Some people have asked about laundry. How am I going to do it as a housewife in 1916?
While the ‘Wash on Monday’ nursery rhyme made famous by the Little House books doesn’t appear to have been nearly as prevalent in New Zealand, there are still suggestions that there were definite routines to daily chores, and washing, done at home, was most frequently done on Monday.
It makes sense: most visiting and social events would happen on the weekend, so washing on Monday would ensure there wasn’t laundry on view when visitors came around, or that the lady of the house was occupied for the full day doing laundry while she also had guests. It also meant that any good clothes worn for social events or church could get laundered right away, before stains set in. Another old rhyme explains that it was about drying time – and in the middle of winter, that may indeed take a while!
Poorer households would have done their own, but washing was considered one of the most onerous of chores, so in wealthier households the maid did it, it was sent out, or someone was hired in. NZ newspapers are full of advertisements for a woman to ‘wash on Monday’.
Laundry was done in a number of ways in the 1910s.
The most basic, but most labour intensive, method was to soak it in warm or hot soapy water, and then rub it vigorously on a washboard, rinse it thoroughly, and then wring it or (if you had enough money to afford one) put it through a mangler to remove the excess water. Advertisements and advice columns in NZ newspapers indicate that the simple washtub was still a common method in NZ in the 1910s. It was probably used most in poorer households, and wealthy ones where the lady of the house didn’t have to worry about how much work the washing was for her maid or laundress.

French women doing soldier’s laundry (note the sign that says ‘washing done here’) in a washtub during WWI Sun, Volume II, Issue 414, 8 June 1915, Page 7 via paperspast.natlib.govt.nz
Another option was a washing machine. Early washing machines either heated the water, or had hot water poured in or delivered through a pipe, and then had a mechanical system which rotated and agitated the wash to clean it.
Middle class households without enough money to hire a laundry lady in, or to send out the washing, or who found themselves frequently without a maid due to the chronic shortage of ‘help’ in NZ, probably had the most incentive to purchase washing machines.

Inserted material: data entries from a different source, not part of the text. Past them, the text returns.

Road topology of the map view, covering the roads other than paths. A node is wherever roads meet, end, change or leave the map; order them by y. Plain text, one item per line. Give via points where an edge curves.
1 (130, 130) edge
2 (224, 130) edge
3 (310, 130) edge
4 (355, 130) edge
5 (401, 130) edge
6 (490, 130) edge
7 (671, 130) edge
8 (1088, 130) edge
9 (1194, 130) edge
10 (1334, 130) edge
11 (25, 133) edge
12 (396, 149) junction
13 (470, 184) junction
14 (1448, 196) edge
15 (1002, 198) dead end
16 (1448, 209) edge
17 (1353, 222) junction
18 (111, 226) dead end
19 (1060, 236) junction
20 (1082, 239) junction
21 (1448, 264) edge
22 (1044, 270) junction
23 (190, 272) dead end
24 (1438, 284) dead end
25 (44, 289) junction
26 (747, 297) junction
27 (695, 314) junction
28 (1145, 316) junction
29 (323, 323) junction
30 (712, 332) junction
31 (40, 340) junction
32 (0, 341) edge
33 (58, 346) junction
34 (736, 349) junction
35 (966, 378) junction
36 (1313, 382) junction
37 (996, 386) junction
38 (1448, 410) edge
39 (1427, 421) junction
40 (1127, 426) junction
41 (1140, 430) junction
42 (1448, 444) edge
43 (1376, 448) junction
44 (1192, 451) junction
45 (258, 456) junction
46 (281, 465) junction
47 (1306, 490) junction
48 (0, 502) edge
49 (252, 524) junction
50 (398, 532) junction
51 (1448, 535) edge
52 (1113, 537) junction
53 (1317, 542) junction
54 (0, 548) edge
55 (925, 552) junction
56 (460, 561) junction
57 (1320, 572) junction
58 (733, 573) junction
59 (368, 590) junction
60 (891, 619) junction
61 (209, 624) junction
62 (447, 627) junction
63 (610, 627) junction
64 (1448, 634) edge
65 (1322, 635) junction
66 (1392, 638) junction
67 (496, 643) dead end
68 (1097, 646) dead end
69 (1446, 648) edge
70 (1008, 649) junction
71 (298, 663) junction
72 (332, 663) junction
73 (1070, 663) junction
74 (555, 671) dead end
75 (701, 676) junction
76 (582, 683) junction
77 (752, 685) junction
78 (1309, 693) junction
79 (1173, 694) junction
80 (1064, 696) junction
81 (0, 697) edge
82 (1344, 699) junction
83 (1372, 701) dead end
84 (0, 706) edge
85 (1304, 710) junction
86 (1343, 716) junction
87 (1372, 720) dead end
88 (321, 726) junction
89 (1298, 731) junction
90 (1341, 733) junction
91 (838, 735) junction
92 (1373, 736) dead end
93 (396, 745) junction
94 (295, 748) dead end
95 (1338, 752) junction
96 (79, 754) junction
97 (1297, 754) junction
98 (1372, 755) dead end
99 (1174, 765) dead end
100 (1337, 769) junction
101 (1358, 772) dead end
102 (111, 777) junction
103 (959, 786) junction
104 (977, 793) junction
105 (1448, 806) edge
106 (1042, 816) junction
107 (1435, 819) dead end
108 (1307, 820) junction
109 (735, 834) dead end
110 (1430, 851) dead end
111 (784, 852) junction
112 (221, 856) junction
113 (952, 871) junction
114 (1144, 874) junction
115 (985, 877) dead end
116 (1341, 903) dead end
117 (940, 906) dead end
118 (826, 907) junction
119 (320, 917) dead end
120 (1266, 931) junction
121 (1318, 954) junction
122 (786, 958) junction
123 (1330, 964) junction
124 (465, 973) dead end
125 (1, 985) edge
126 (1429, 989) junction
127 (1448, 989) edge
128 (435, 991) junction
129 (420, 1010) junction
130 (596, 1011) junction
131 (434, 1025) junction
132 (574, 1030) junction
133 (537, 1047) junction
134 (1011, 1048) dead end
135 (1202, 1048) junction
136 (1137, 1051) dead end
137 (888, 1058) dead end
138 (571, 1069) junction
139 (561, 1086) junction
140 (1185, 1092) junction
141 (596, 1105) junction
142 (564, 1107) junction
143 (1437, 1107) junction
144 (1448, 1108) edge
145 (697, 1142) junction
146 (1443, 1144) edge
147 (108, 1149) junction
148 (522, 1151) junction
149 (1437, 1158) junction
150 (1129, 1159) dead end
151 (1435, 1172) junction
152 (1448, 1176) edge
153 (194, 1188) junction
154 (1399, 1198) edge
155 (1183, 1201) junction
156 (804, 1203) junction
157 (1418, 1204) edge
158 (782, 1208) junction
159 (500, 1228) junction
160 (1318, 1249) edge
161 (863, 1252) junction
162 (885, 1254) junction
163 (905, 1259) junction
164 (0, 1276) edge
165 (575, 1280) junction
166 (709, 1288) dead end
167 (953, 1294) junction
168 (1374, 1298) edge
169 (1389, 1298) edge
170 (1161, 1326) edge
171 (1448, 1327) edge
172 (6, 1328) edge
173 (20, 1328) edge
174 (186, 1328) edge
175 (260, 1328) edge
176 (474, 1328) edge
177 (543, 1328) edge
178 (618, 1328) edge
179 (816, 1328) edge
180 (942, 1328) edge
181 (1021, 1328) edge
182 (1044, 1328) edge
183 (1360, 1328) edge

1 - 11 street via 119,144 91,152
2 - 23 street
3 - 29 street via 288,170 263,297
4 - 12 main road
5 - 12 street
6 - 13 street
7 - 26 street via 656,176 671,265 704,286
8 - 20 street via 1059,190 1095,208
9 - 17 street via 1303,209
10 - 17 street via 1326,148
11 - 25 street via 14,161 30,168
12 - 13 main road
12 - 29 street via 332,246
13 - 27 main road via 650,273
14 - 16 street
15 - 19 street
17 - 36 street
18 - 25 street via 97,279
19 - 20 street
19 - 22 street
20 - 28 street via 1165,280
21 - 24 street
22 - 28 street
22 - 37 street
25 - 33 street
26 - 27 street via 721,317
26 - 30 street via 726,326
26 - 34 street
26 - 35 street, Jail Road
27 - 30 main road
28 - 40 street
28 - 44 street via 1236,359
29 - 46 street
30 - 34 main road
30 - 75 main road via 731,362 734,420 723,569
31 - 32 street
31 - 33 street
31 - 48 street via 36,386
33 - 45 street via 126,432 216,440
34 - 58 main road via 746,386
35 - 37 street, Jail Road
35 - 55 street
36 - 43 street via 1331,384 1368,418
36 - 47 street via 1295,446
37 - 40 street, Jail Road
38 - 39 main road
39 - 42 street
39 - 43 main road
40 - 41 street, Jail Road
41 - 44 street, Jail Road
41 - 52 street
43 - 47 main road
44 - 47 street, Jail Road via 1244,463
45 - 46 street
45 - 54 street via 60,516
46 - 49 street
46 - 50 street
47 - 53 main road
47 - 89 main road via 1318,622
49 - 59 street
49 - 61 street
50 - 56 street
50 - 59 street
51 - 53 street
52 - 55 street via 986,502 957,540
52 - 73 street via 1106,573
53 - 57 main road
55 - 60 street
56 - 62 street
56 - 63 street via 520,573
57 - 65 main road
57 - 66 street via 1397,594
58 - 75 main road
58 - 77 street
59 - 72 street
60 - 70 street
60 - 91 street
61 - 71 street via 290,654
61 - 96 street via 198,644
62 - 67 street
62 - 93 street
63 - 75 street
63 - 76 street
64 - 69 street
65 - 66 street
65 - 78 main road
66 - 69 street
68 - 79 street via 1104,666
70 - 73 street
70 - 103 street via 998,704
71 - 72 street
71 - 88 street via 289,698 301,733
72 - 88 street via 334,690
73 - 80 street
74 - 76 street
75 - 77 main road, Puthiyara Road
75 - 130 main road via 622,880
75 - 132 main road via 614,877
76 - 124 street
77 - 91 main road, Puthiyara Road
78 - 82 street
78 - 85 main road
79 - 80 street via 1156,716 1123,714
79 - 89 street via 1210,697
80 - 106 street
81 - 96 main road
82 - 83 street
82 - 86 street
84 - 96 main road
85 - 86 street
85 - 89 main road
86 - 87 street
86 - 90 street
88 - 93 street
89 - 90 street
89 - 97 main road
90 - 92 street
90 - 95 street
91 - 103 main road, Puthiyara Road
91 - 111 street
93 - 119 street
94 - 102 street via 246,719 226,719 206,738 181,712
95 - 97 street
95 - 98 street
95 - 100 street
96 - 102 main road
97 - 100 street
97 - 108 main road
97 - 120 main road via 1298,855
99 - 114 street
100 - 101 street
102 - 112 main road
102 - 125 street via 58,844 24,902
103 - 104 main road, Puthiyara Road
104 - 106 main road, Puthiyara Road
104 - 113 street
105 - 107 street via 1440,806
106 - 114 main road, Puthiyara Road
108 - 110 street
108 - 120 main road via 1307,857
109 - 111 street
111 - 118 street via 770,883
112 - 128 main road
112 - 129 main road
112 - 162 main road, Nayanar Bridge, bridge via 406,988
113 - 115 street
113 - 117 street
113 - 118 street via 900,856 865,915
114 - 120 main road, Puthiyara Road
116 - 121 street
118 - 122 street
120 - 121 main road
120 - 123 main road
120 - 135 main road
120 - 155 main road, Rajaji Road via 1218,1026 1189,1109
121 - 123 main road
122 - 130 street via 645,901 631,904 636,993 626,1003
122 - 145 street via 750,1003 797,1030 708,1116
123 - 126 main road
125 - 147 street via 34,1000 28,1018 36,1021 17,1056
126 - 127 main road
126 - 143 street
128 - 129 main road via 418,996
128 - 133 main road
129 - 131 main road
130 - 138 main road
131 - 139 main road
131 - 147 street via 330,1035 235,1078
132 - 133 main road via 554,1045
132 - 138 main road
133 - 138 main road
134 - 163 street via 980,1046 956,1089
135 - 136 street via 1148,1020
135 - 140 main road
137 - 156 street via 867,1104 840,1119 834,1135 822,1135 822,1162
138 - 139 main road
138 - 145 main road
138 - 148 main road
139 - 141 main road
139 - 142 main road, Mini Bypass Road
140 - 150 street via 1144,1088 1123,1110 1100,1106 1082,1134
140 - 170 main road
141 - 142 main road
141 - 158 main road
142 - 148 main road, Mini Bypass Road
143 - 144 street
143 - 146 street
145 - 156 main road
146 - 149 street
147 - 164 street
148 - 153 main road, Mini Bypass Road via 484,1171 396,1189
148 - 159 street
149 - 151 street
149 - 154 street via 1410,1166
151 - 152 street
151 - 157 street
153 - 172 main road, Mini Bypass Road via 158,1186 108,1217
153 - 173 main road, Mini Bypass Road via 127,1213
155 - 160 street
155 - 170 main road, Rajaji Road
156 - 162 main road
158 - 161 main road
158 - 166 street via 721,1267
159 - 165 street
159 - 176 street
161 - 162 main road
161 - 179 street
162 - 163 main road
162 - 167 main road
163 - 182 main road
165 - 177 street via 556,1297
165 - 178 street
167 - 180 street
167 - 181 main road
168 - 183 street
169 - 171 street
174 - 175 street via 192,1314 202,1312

They were still a novelty in many areas in 1910, being worthy of demonstration days and trade fairs, but the seller of the most common brand in NZ bragged of 5,000 in use in the country in 1911. They became increasingly common as the decade wore on, as evinced by how often they appear secondhand in auction sales by 1916.
The first electric washing machines went on sale in the US in 1904, but I can’t find any evidence that they existed in New Zealand until after the war.

An advertisement for Western Electric home goods sold in the US, including a washing machine with mangle, 1910s
Obviously I do not have a 1910s washing machine, nor a washboard (I’ve been looking for one since January, but haven’t managed to source a suitable one in my price range), nor a mangle. So how am I going to do laundry?
I’m pretending that as a middle class woman, I previously hired someone in, or sent out my laundry, but, due to the combination of labour shortages due to the war and a reduced income due to my husband enlisting, plus the rising cost of basic goods, I can no longer afford to do so. I also cannot afford a washing machine, due to the aforementioned reduced income, and limited imports and a shortage in metals and other basics materials are making them quite scarce. (advertisements for new washing machines almost disappear from NZ newspapers by Nov 1915, though they appear frequently secondhand in auctions after that, particularly in more rural locations). Or maybe mine has just broke, and I can’t find a handyman to fix it due to the labour shortages.
In any case, it’s plausible that I don’t have a machine, and don’t have a washing board or mangler. So I’m going to do laundry more or less as described in this ad for Sunlight Soap – soak, rub (on itself) and scrub (with a brush), rinse and hang. I even have vintage (probably 1960s-70s) Sunlight Soap I’ve been hoarding for years.
I’ll only be washing the clothes I’m wearing, and any other items that match 1910s ones (sheets, towels, etc), as I won’t actually get an accurate image of what doing laundry was like if I washed my skinny jeans and modern unders!